Pubdate: Mon, 07 May 2001
Source: Chronicle of Higher Education, The (US)
Copyright: 2001 by The Chronicle of Higher Education
Contact:  http://chronicle.com/
Details: http://www.mapinc.org/media/84
Author: Stephen Burd

CRITICS PLOT STRATEGY FOR BATTLING LAW THAT DENIES AID TO STUDENTS
CONVICTED OF DRUG OFFENSES

Rep. Barney Frank, a Massachusetts Democrat, urged student activists
and college-aid administrators gathered here at Hampshire College on
Friday to aggressively lobby Congress to repeal a federal law that
denies financial aid to students who have been convicted of drug offenses.

"If between now and September a couple of hundred thousand college
students, along with administrators, faculty, and parents, each wrote
to his or her representatives, and to his or her two senators, and
said, Please repeal this law, I think we would get it repealed," Mr.
Frank said.

Mr. Frank, who has sponsored a bill (H.R. 786) to overturn the law,
made his remarks at a conference that was organized by several
Hampshire College students to bring together students and
financial-aid administrators who oppose the aid ban. Aid
administrators from 20 colleges in New England attended the event.

Congress approved legislation in 1998 that denies financial aid to
students who have recently been convicted in state or federal court of
possessing or selling illicit drugs. Eligibility may be suspended for
one year for a first conviction on a drug-possession charge, two years
for a second conviction, and indefinitely for a third. The 2000-1
academic year was the first in which students with drug-related
convictions could become ineligible for federal aid.

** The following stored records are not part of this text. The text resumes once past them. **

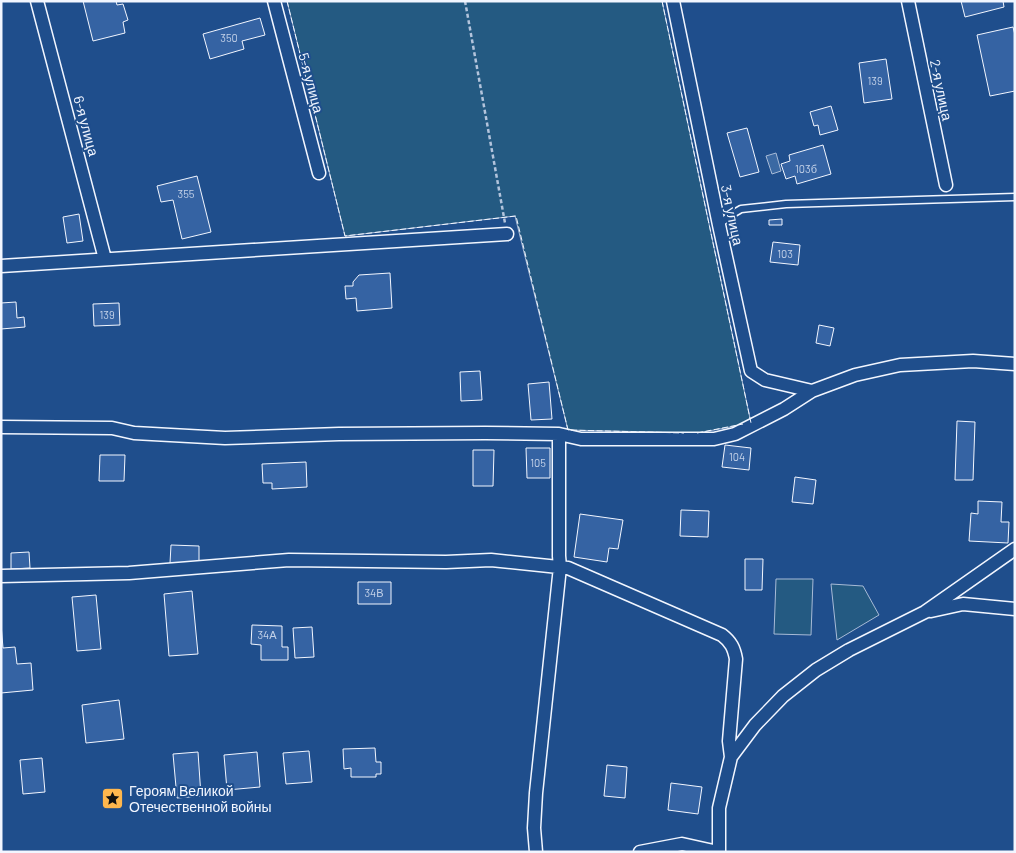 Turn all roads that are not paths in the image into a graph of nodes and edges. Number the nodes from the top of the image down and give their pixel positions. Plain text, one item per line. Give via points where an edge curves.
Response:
1 (37, 1) edge
2 (274, 1) edge
3 (673, 1) edge
4 (908, 1) edge
5 (319, 173) dead end
6 (946, 185) dead end
7 (1015, 197) edge
8 (719, 225) junction
9 (507, 234) road end
10 (105, 259) junction
11 (1, 266) edge
12 (1015, 364) edge
13 (812, 391) junction
14 (1, 427) edge
15 (559, 434) junction
16 (1015, 548) edge
17 (560, 567) junction
18 (1, 576) edge
19 (1015, 609) edge
20 (925, 612) junction
21 (731, 758) junction
22 (536, 852) edge
23 (640, 852) edge
24 (719, 852) edge

1 - 10 street, 6-я улица
2 - 5 street, 5-я улица
3 - 8 street, 3-я улица
4 - 6 street, 2-я улица
7 - 8 lane via 786,204 741,209
8 - 13 street, 3-я улица via 751,371 765,380
9 - 10 street
10 - 11 street
12 - 13 street via 973,361 900,365 855,374
13 - 15 street via 735,434 714,439 581,439
14 - 15 street via 112,428 134,433 224,438 349,434
15 - 17 street
16 - 20 street
17 - 18 street via 491,560 289,560 129,573
17 - 21 street via 730,641 736,659 729,741
17 - 22 street via 536,793
19 - 20 street via 963,604
20 - 21 street via 816,670 783,696
21 - 24 street via 719,808
23 - 24 street via 682,844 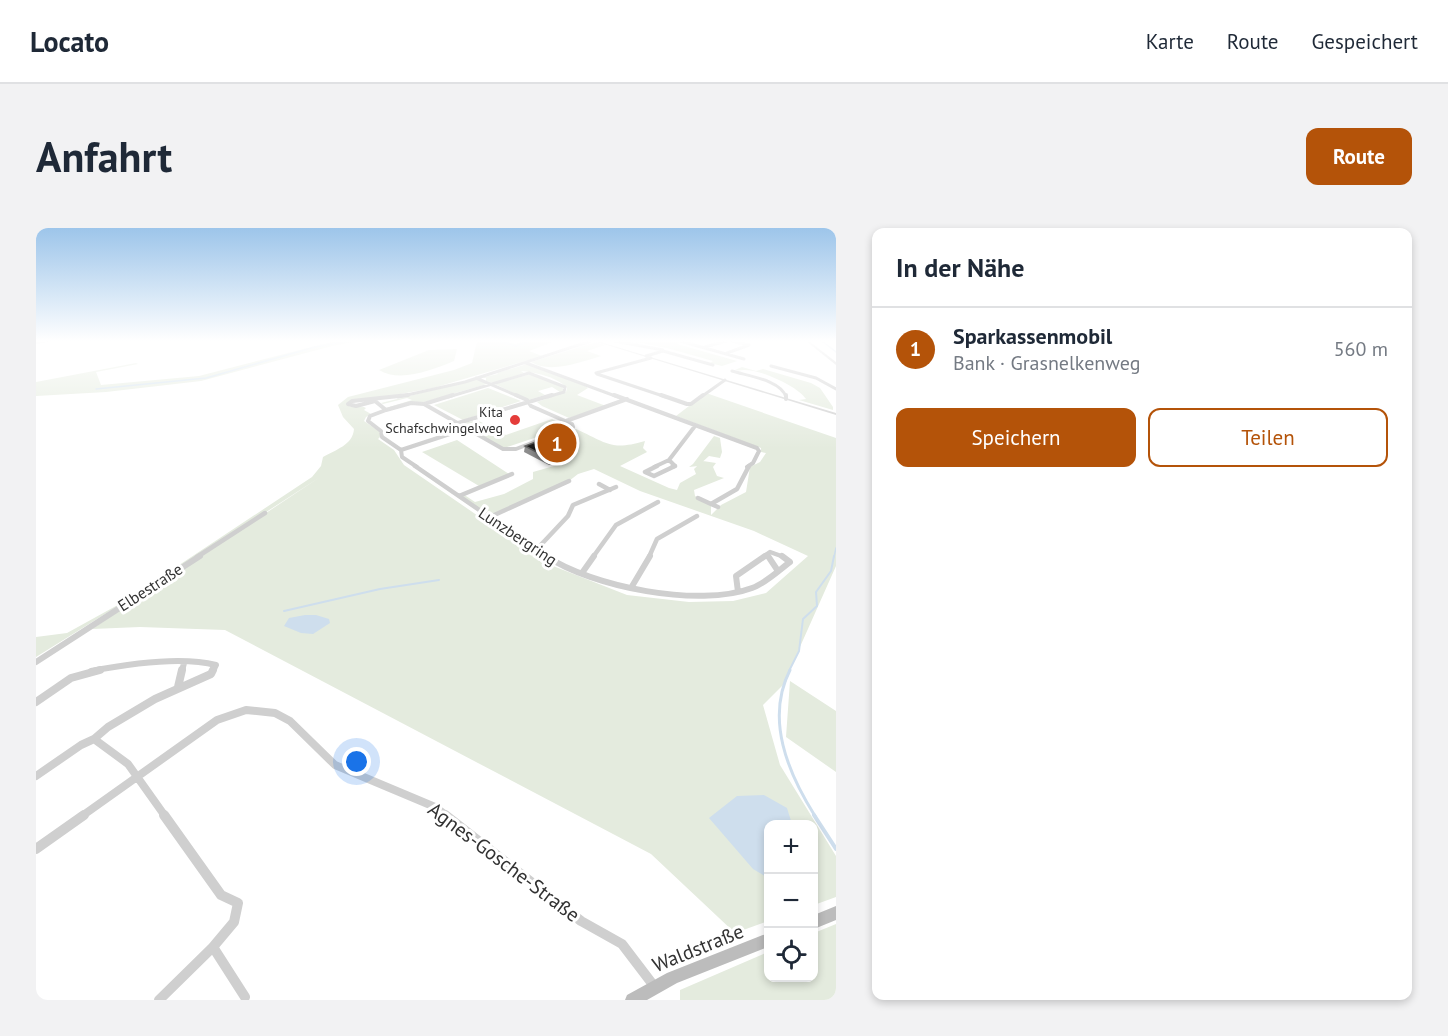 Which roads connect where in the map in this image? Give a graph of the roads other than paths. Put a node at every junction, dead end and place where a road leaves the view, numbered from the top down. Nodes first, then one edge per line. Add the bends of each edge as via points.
1 (479, 377) edge
2 (515, 377) edge
3 (540, 377) edge
4 (565, 377) edge
5 (607, 377) edge
6 (715, 377) edge
7 (749, 377) edge
8 (812, 377) edge
9 (476, 378) junction
10 (725, 380) junction
11 (491, 384) junction
12 (836, 389) edge
13 (627, 399) junction
14 (786, 399) junction
15 (375, 401) junction
16 (529, 402) junction
17 (424, 404) junction
18 (386, 410) junction
19 (836, 414) edge
20 (566, 422) junction
21 (458, 423) junction
22 (695, 426) junction
23 (465, 429) junction
24 (401, 450) junction
25 (669, 460) junction
26 (512, 474) dead end
27 (569, 481) dead end
28 (599, 484) dead end
29 (616, 487) dead end
30 (610, 490) junction
31 (459, 496) junction
32 (698, 498) dead end
33 (658, 502) dead end
34 (711, 504) junction
35 (718, 507) dead end
36 (265, 513) dead end
37 (697, 516) dead end
38 (490, 517) junction
39 (537, 549) junction
40 (767, 554) junction
41 (778, 571) junction
42 (582, 573) junction
43 (631, 588) junction
44 (738, 592) junction
45 (36, 663) edge
46 (184, 663) junction
47 (177, 687) junction
48 (36, 702) edge
49 (94, 739) junction
50 (36, 776) edge
51 (137, 776) junction
52 (36, 849) edge
53 (836, 913) edge
54 (818, 920) edge
55 (764, 942) edge
56 (213, 947) junction
57 (644, 995) edge
58 (245, 997) dead end
59 (159, 1000) edge

1 - 9 street
2 - 11 street
3 - 16 street via 566,389
4 - 13 street
5 - 10 street via 691,404
6 - 10 street
7 - 14 street via 778,387
8 - 12 street
9 - 11 street
9 - 15 street
10 - 14 street
11 - 16 street
11 - 17 street
13 - 20 street
13 - 22 street
14 - 19 street
15 - 15 street via 352,401 348,404 356,406
15 - 18 street
16 - 20 street
16 - 21 street
17 - 18 street via 411,403
17 - 21 street
18 - 24 street, Lunzbergring via 370,416 368,421
20 - 23 street via 573,427 516,449 502,449
21 - 23 street
22 - 25 street
22 - 34 street via 759,451 737,489
23 - 24 street
24 - 31 street, Lunzbergring via 402,457
25 - 25 street via 645,471 645,472 654,476 675,466
26 - 31 street
27 - 38 street
28 - 30 street
29 - 30 street
30 - 39 street via 573,505 568,516
31 - 38 street, Lunzbergring
32 - 34 street
33 - 42 street via 616,525
34 - 35 street
36 - 45 street, Elbestraße
37 - 43 street via 657,539
38 - 39 street, Lunzbergring
39 - 42 street, Lunzbergring
40 - 41 street
40 - 41 street via 780,554 790,562
40 - 44 street via 736,576
41 - 44 street, Lunzbergring via 753,588
42 - 43 street, Lunzbergring
43 - 44 street, Lunzbergring via 695,596
46 - 47 street
46 - 47 street via 214,663 216,668 211,674
46 - 48 street via 84,673
47 - 49 street
49 - 50 street
49 - 51 street via 129,764
51 - 52 street, Agnes-Gosche-Straße
51 - 56 street via 221,895 238,903 234,922
51 - 57 street, Agnes-Gosche-Straße via 227,715 255,710 275,712 290,721 335,765 423,800 581,921 622,944 632,953
53 - 54 main road
55 - 57 main road, Waldstraße
56 - 58 street
56 - 59 street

Last year, about 9,000 of the 10 million students who applied for aid
were deemed ineligible for at least part of the academic year.  But
aid administrators and student activists predict that many more
students applying for aid this year will be found ineligible for some
or all of their aid.

That's because the Education Department announced last month
that it would withhold aid from students who do not respond to
a question on their financial-aid application forms that asks
about prior drug convictions. Last year, the Clinton
administration allowed students who did not answer the
question to receive financial aid, because of confusion over
its wording.	About 280,000 students left the question blank
last year, and still received aid.

Department officials revised the question to make it much clearer this
year, and Bush administration officials decided that to carry out the
law more effectively, they needed to enforce it more rigorously. Out
of almost four million aid applications that the Education Department
has received so far, about 11,000 students have not responded to the
question, and an additional 15,000 appear to be ineligible for aid
because of prior drug convictions.

Rep. Mark E. Souder, an Indiana Republican, wrote the legislation
banning the aid because he said that students who go to college with
help from the government should not be using drugs.

But college-aid administrators who spoke at the conference said that
the law is discriminatory because it punishes poor students who rely
on financial aid to pay for college, but does nothing to discourage
more-affluent students from using drugs. They say the law also hurts
those with troubled pasts who want to improve their lives by pursuing
higher education.

Eileen K. O'Leary, president of the Massachusetts Association of
Financial Aid Administrators, said at the conference that "anyone who
this law denies access to is someone whose future is jeopardized,"
because most students who leave college temporarily never come back.

"So financial-aid administrators know that these students in all
likelihood will never receive their diplomas," Ms. O'Leary said. "And
we don't know how many potential students don't come to college
because when they read the question about prior drug convictions, they
immediately take themselves out of the process by not even applying
for aid because they feel, rightly or wrongly, that they are going to
be ineligible because of prior problems with the legal system
involving drugs."

The Massachusetts Association of Financial Aid Administrators has
endorsed Mr. Frank's bill to repeal the law, as has its parent
organization, the National Association of Student Financial Aid
Administrators.

Aaron Marcus, a Hampshire College senior who helped organize the
conference, said he was heartened to see college-aid administrators
joining with student activists to oppose the law. "Their help will be
invaluable as we try to get this harmful provision repealed," he said.